The Pollyannas on Wall Street and the politicians in Washington would have you believe that the stock market is forecasting better times ahead. I have an entirely different point of view.
The stock market is not forecasting better times ahead. It is responding to the flood of dollars being created by the Federal Reserve. The stock market is doing what every stock market does in the early stages of hyperinflation – it climbs. And it keeps climbing for no apparent reason, and in the process it defies all prudent and time-tested historical valuation parameters.
For example, did you know that P/E ratio of the S&P 500 recently spiked to a record high of 144? Do you know that this P/E ratio is still presently trading at a sky-high 129?
The S&P 500 P/E ratio is presented in the following chart, which is from Chart of the Day. Here is how they describe this phenomenon: “Today’s chart illustrates how the recent plunge in earnings has impacted the current valuation of the stock market as measured by the price to earnings ratio (PE ratio). Generally speaking, when the PE ratio is high, stocks are considered to be expensive. When the PE ratio is low, stocks are considered to be inexpensive. From 1936 into the late 1980s, the PE ratio tended to peak in the low 20s (red line) and trough somewhere around seven (green line). The price investors were willing to pay for a dollar of earnings increased during the dot-com boom (late 1990s) and the dot-com bust (early 2000s). As a result of the recent plunge in earnings and recent stock market rally, the PE ratio spiked and just peaked at 144 – a record high. Currently, with 97% of US corporations having reported for Q2 2009, the PE ratio now stands at a lofty 129.”

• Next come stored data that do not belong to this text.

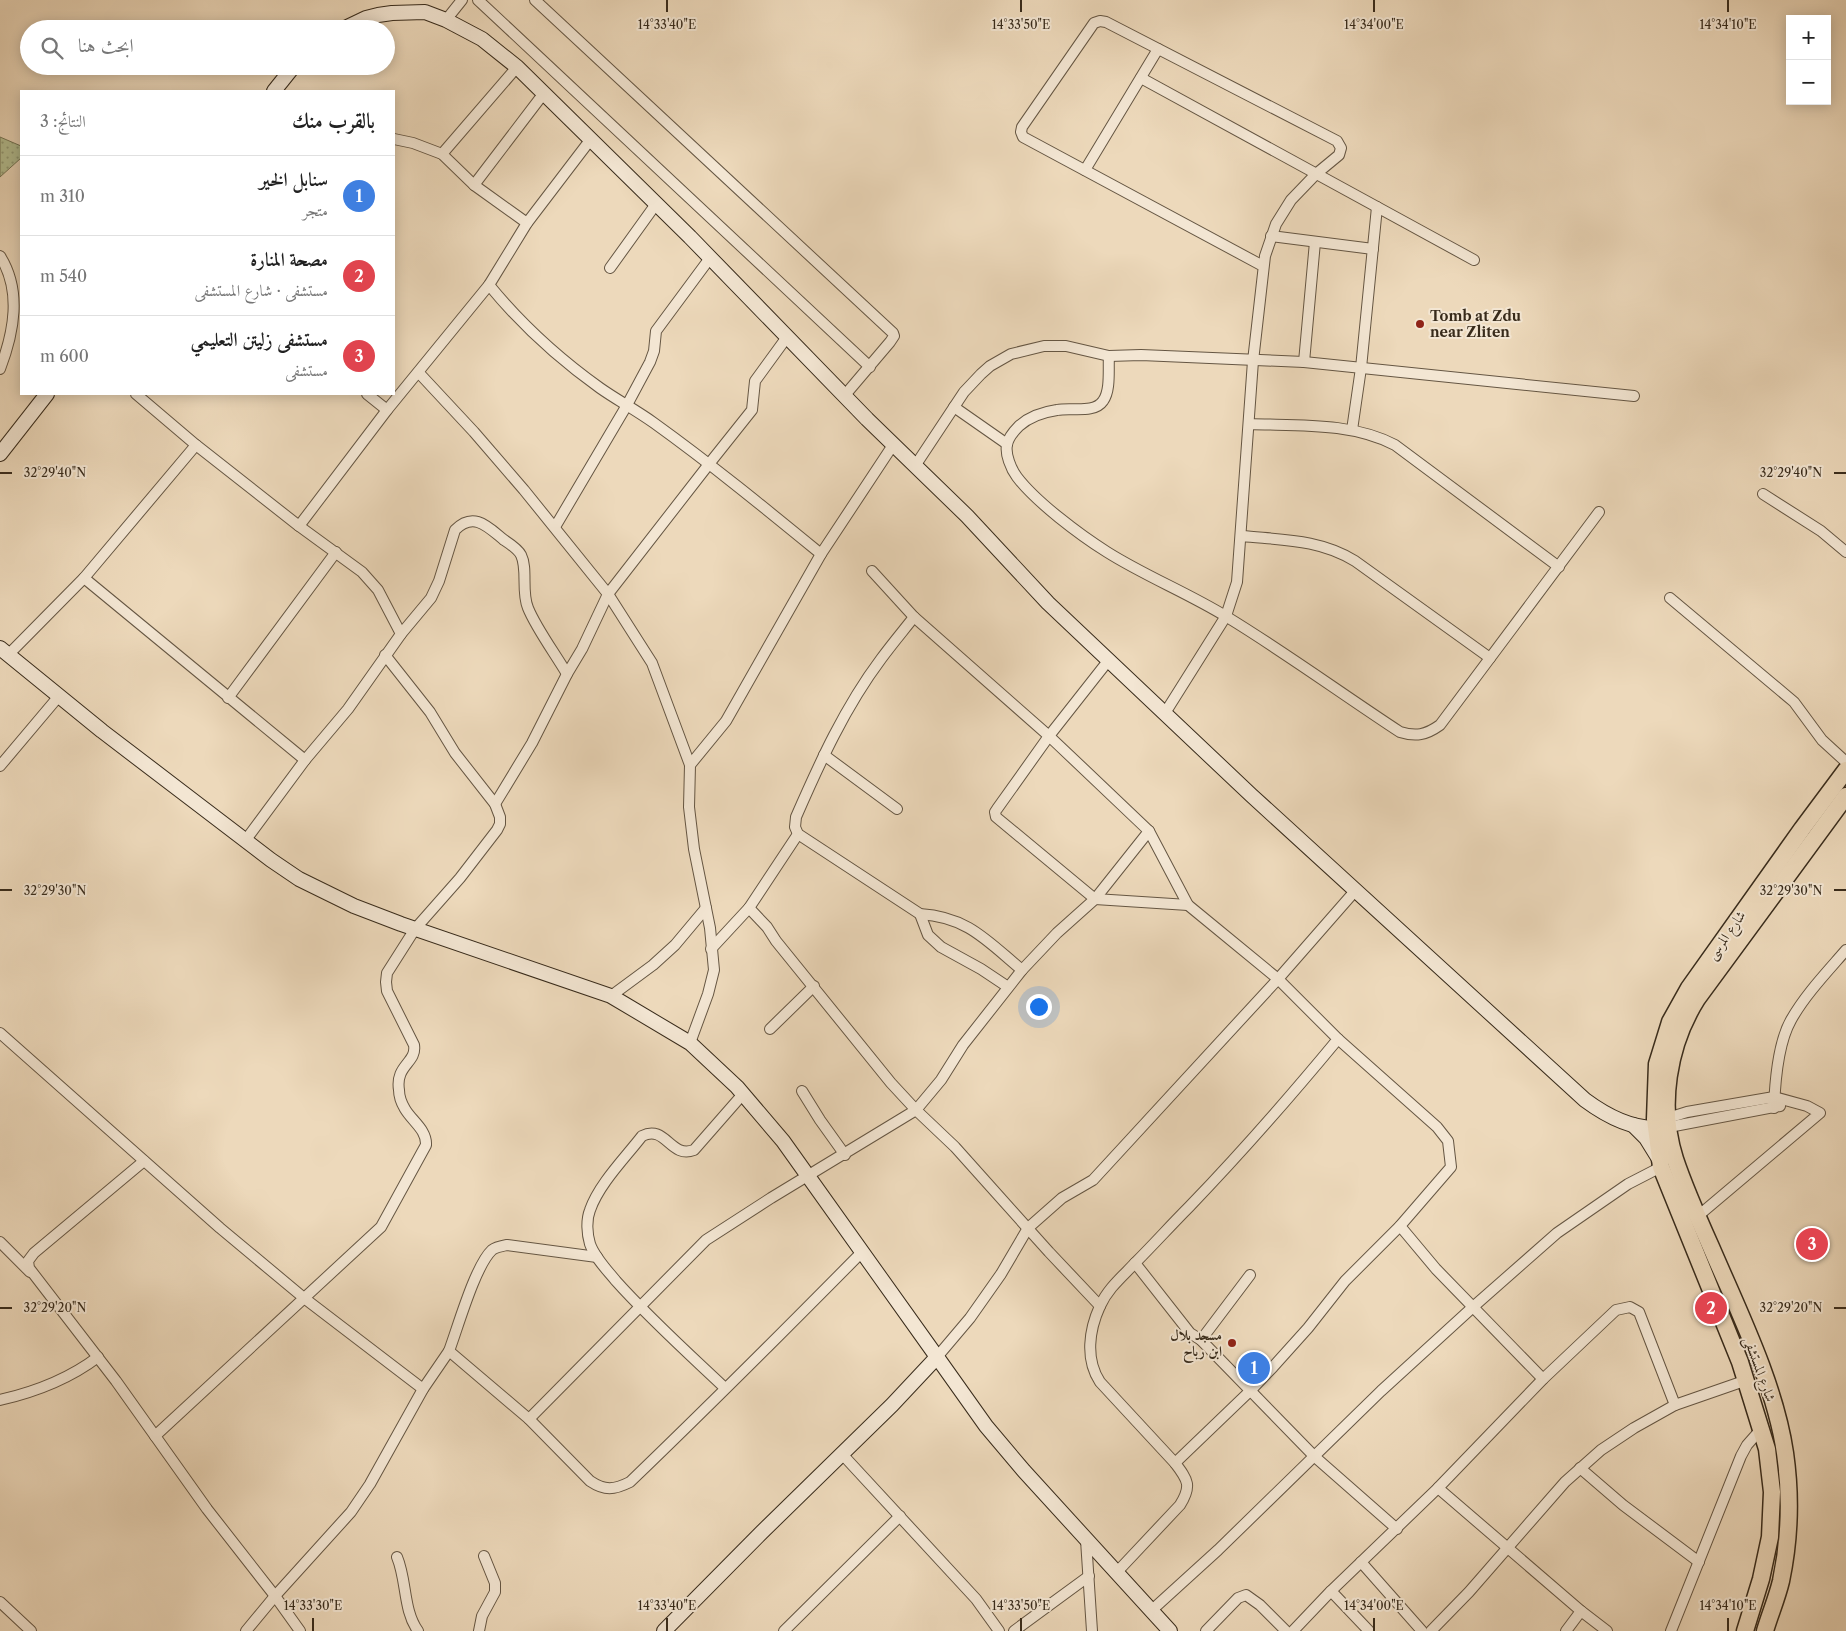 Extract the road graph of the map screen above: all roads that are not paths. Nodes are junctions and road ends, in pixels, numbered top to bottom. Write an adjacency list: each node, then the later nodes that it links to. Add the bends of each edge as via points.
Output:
1 (462, 0): 5 (street)
2 (478, 0): 34 (street)
3 (535, 0): 34 (street, via 893,333 893,339)
4 (362, 20): 5 (street, via 392,13 426,12)
5 (446, 20): 7 (street, via 482,39)
6 (1158, 49): 9 (street); 15 (street, via 1106,22 1094,23 1022,127 1025,139); 16 (street, via 1337,141 1341,148 1339,155)
7 (517, 67): 11 (street); 14 (street)
8 (287, 75): 10 (street)
9 (1140, 78): 15 (street); 16 (street)
10 (275, 90)
11 (544, 93): 13 (street); 17 (street)
12 (395, 139): 14 (street)
13 (591, 140): 18 (street); 20 (street)
14 (442, 154): 17 (street)
15 (1085, 170): 27 (street)
16 (1316, 174): 19 (street); 21 (street, via 1291,200)
17 (474, 185): 20 (street)
18 (656, 204): 25 (street); 28 (street)
19 (1377, 207): 23 (street); 26 (street)
20 (527, 223): 29 (street)
21 (1271, 236): 22 (street); 27 (street)
22 (1315, 242): 23 (street); 33 (street)
23 (1372, 249): 35 (street)
24 (0, 256): 36 (street, via 10,275 14,310)
25 (710, 258): 30 (street); 43 (street, via 656,331 653,357)
26 (1474, 260)
27 (1263, 266): 32 (street)
28 (610, 268)
29 (489, 285): 37 (street); 43 (street, via 539,339 572,367)
30 (787, 337): 41 (street); 52 (street, via 755,381 752,410)
31 (1109, 356): 32 (street); 44 (street, via 1056,345 1022,350 1001,359 980,374); 48 (street, via 1107,391 1100,404 1091,408 1057,410 1026,420 1013,432)
32 (1253, 361): 33 (street); 46 (street)
33 (1304, 362): 35 (street)
34 (870, 367): 41 (street)
35 (1361, 368): 42 (street); 47 (street)
36 (0, 369)
37 (419, 373): 45 (street); 57 (street)
38 (46, 395): 51 (street)
39 (137, 395): 49 (street)
40 (368, 395): 45 (street)
41 (845, 395): 50 (street)
42 (1634, 396)
43 (627, 405): 52 (street); 57 (street)
44 (954, 407): 48 (street); 53 (street)
45 (387, 410): 56 (street)
46 (1250, 424): 47 (street); 58 (street)
47 (1352, 430): 62 (street, via 1395,445)
48 (1007, 444): 67 (street, via 1008,459 1016,476 1088,540)
49 (196, 445): 56 (street); 64 (street)
50 (893, 445): 53 (street); 61 (street)
51 (0, 454)
52 (709, 464): 61 (street); 65 (street)
53 (915, 466): 73 (street)
54 (1763, 494): 60 (street, via 1821,531)
55 (1598, 512): 62 (street)
56 (299, 526): 59 (street)
57 (554, 527): 65 (street)
58 (1242, 536): 67 (street, via 1238,582); 72 (street, via 1306,542 1346,555)
59 (336, 552): 69 (street, via 362,572 378,590); 76 (street)
60 (1846, 552)
61 (821, 554): 82 (street, via 726,721)
62 (1559, 567): 72 (street)
63 (872, 571): 68 (street)
64 (84, 578): 70 (street); 76 (street)
65 (608, 594): 74 (street); 82 (street, via 652,663)
66 (1670, 598): 81 (street, via 1794,702 1822,740)
67 (1226, 616): 72 (street, via 1400,732 1410,735 1426,733 1440,725); 77 (street)
68 (914, 617): 78 (street); 79 (street, via 880,659)
69 (401, 634): 71 (street); 74 (street, via 431,598 440,581 455,530 468,521 478,522 485,524 521,555 528,610)
70 (4, 652): 75 (street)
71 (385, 655): 80 (street, via 348,710); 86 (street, via 425,705 454,753)
72 (1490, 658)
73 (1108, 661): 77 (street); 78 (street)
74 (567, 674): 86 (street, via 532,743)
75 (59, 696): 83 (street); 90 (street)
76 (228, 698): 80 (street)
77 (1165, 713): 91 (street)
78 (1049, 736): 88 (street); 92 (street, via 995,814)
79 (824, 755): 87 (street); 89 (street, via 796,816)
80 (305, 760): 90 (street)
81 (1846, 762)
82 (690, 765): 94 (street, via 689,807)
83 (0, 766)
84 (1846, 770): 113 (main road, شارع المرسى, via 1678,1006 1657,1064)
85 (1846, 796): 113 (main road, شارع المرسى, via 1689,1012 1670,1064)
86 (495, 804): 97 (street, via 500,817 497,830)
87 (897, 809)
88 (1149, 831): 92 (street); 93 (street)
89 (798, 834): 95 (street); 96 (street)
90 (246, 841): 97 (street, via 326,893)
91 (1355, 891): 101 (street); 114 (street, via 1573,1091 1598,1109)
92 (1095, 899): 93 (street); 100 (street)
93 (1188, 905): 101 (street)
94 (706, 908): 98 (street); 104 (street, via 675,945)
95 (749, 908): 98 (street); 102 (street)
96 (920, 914): 100 (street, via 959,922 977,932); 103 (street, via 928,935 941,947)
97 (415, 929): 104 (street); 128 (street, via 387,973 386,982 387,991 415,1050 414,1056 401,1070 399,1090 404,1108 424,1134 426,1145 381,1227)
98 (711, 949): 108 (street, via 714,970)
99 (1846, 950): 111 (street, via 1791,1021 1781,1049)
100 (1022, 970): 103 (street)
101 (1278, 979): 107 (street); 121 (street, via 1093,1180 1062,1198)
102 (814, 986): 105 (street); 112 (street)
103 (1008, 987): 112 (street)
104 (611, 996): 108 (street)
105 (770, 1029)
106 (0, 1033): 116 (street)
107 (1338, 1039): 120 (street, via 1437,1127 1448,1141 1451,1167); 125 (street, via 1276,1114)
108 (690, 1043): 110 (street)
109 (802, 1090): 115 (street)
110 (743, 1094): 118 (street); 124 (street, via 694,1150 678,1150 655,1133 642,1136 590,1210 587,1223 590,1244)
111 (1774, 1102): 113 (street); 119 (street, via 1794,1102 1820,1113)
112 (916, 1110): 115 (street); 121 (street, via 955,1147)
113 (1662, 1123): 114 (street); 117 (main road, شارع المستشفى); 119 (main road, شارع المستشفى)
114 (1633, 1125): 117 (street, via 1646,1138)
115 (845, 1155): 118 (street)
116 (144, 1161): 126 (street, via 34,1253 28,1261); 128 (street)
117 (1660, 1163): 130 (street, via 1557,1233); 137 (main road, شارع المستشفى)
118 (809, 1177): 123 (street); 131 (street, via 706,1240)
119 (1698, 1216): 187 (main road, شارع المستشفى, via 1756,1354 1784,1451 1789,1492 1788,1537 1781,1581)
120 (1400, 1226): 130 (street); 140 (street, via 1345,1281 1308,1328)
121 (1028, 1228): 129 (street); 135 (street, via 980,1304)
122 (0, 1242): 126 (street)
123 (862, 1251): 135 (street); 138 (street, via 763,1354)
124 (597, 1257): 131 (street); 133 (street, via 507,1245 494,1248 475,1278)
125 (1135, 1263): 129 (street); 132 (street, via 1190,1333)
126 (30, 1272): 134 (street)
127 (1250, 1275): 132 (street)
128 (304, 1298): 139 (street); 145 (street)
129 (1100, 1306): 148 (street, via 1091,1344 1090,1359 1094,1372)
130 (1473, 1307): 136 (street); 147 (street)
131 (640, 1308): 138 (street); 143 (street)
132 (1201, 1340): 140 (street)
133 (449, 1351): 139 (street); 143 (street)
134 (98, 1357): 141 (street, via 58,1381); 145 (street)
135 (937, 1357): 146 (street); 153 (street, via 986,1426)
136 (1543, 1380): 142 (street, via 1616,1310 1630,1308 1639,1312); 150 (street)
137 (1746, 1380): 142 (street); 144 (main road, شارع المستشفى)
138 (725, 1388): 143 (street, via 630,1482 619,1488 599,1487 590,1481)
139 (423, 1389): 162 (street, via 351,1512)
140 (1250, 1391): 147 (street); 148 (street)
141 (0, 1400)
142 (1675, 1405): 149 (street, via 1634,1428)
143 (529, 1419)
144 (1762, 1428): 158 (street, via 1747,1445); 186 (main road, شارع المستشفى, via 1768,1449 1772,1492 1770,1537 1762,1579)
145 (155, 1436): 162 (street)
146 (842, 1454): 151 (street); 171 (street)
147 (1314, 1457): 152 (street); 164 (street)
148 (1175, 1463): 159 (street, via 1186,1479 1186,1494)
149 (1580, 1468): 154 (street); 158 (street)
150 (1438, 1488): 152 (street); 154 (street)
151 (900, 1516): 172 (street); 173 (street, via 976,1599)
152 (1397, 1529): 157 (street)
153 (1086, 1540): 159 (street); 160 (street)
154 (1509, 1548): 165 (street); 182 (street)
155 (484, 1556): 170 (street, via 495,1592 482,1616)
156 (397, 1557): 169 (street, via 409,1611)
157 (1362, 1562): 161 (street); 181 (street)
158 (1699, 1562): 185 (street)
159 (1117, 1572): 164 (street)
160 (1089, 1576): 174 (street); 175 (street)
161 (1331, 1591): 179 (street); 180 (street)
162 (275, 1596): 167 (street); 168 (street)
163 (0, 1602): 166 (street)
164 (1152, 1610): 176 (street)
165 (1581, 1611): 183 (street); 184 (street)
166 (30, 1631)
167 (246, 1631)
168 (300, 1631)
169 (418, 1631)
170 (480, 1631)
171 (664, 1631)
172 (784, 1631)
173 (999, 1631)
174 (1014, 1631)
175 (1092, 1631)
176 (1170, 1631)
177 (1206, 1631): 178 (street, via 1238,1598 1246,1595)
178 (1286, 1631)
179 (1293, 1631)
180 (1369, 1631)
181 (1422, 1631)
182 (1431, 1631)
183 (1566, 1631)
184 (1607, 1631)
185 (1671, 1631)
186 (1746, 1631)
187 (1765, 1631)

Better economic conditions ahead? No way. Green shoots? Forget it. Instead, think hyperinflation.
Instead of having dollars sitting on deposit in a bank or owning dollar-denominated paper, one is better off owning stocks of commodity producers, energy companies, and other firms whose products will be in demand regardless what happens to the dollar. As long as the dollar continues heading toward hyperinflation – and there is no change of course in sight – then expect the stock market to continue climbing higher.
Well – chosen stocks are one way of protecting your wealth from the ravages of hyperinflation. But there is a better way.
As I have been recommending for years, own physical gold in preference to stocks. And continue to own it until one ounce of gold is equal in value to the Dow Jones Industrial Average. When they are the same price, it is time to spend your gold to purchase stocks to ride the next boom-bust cycle.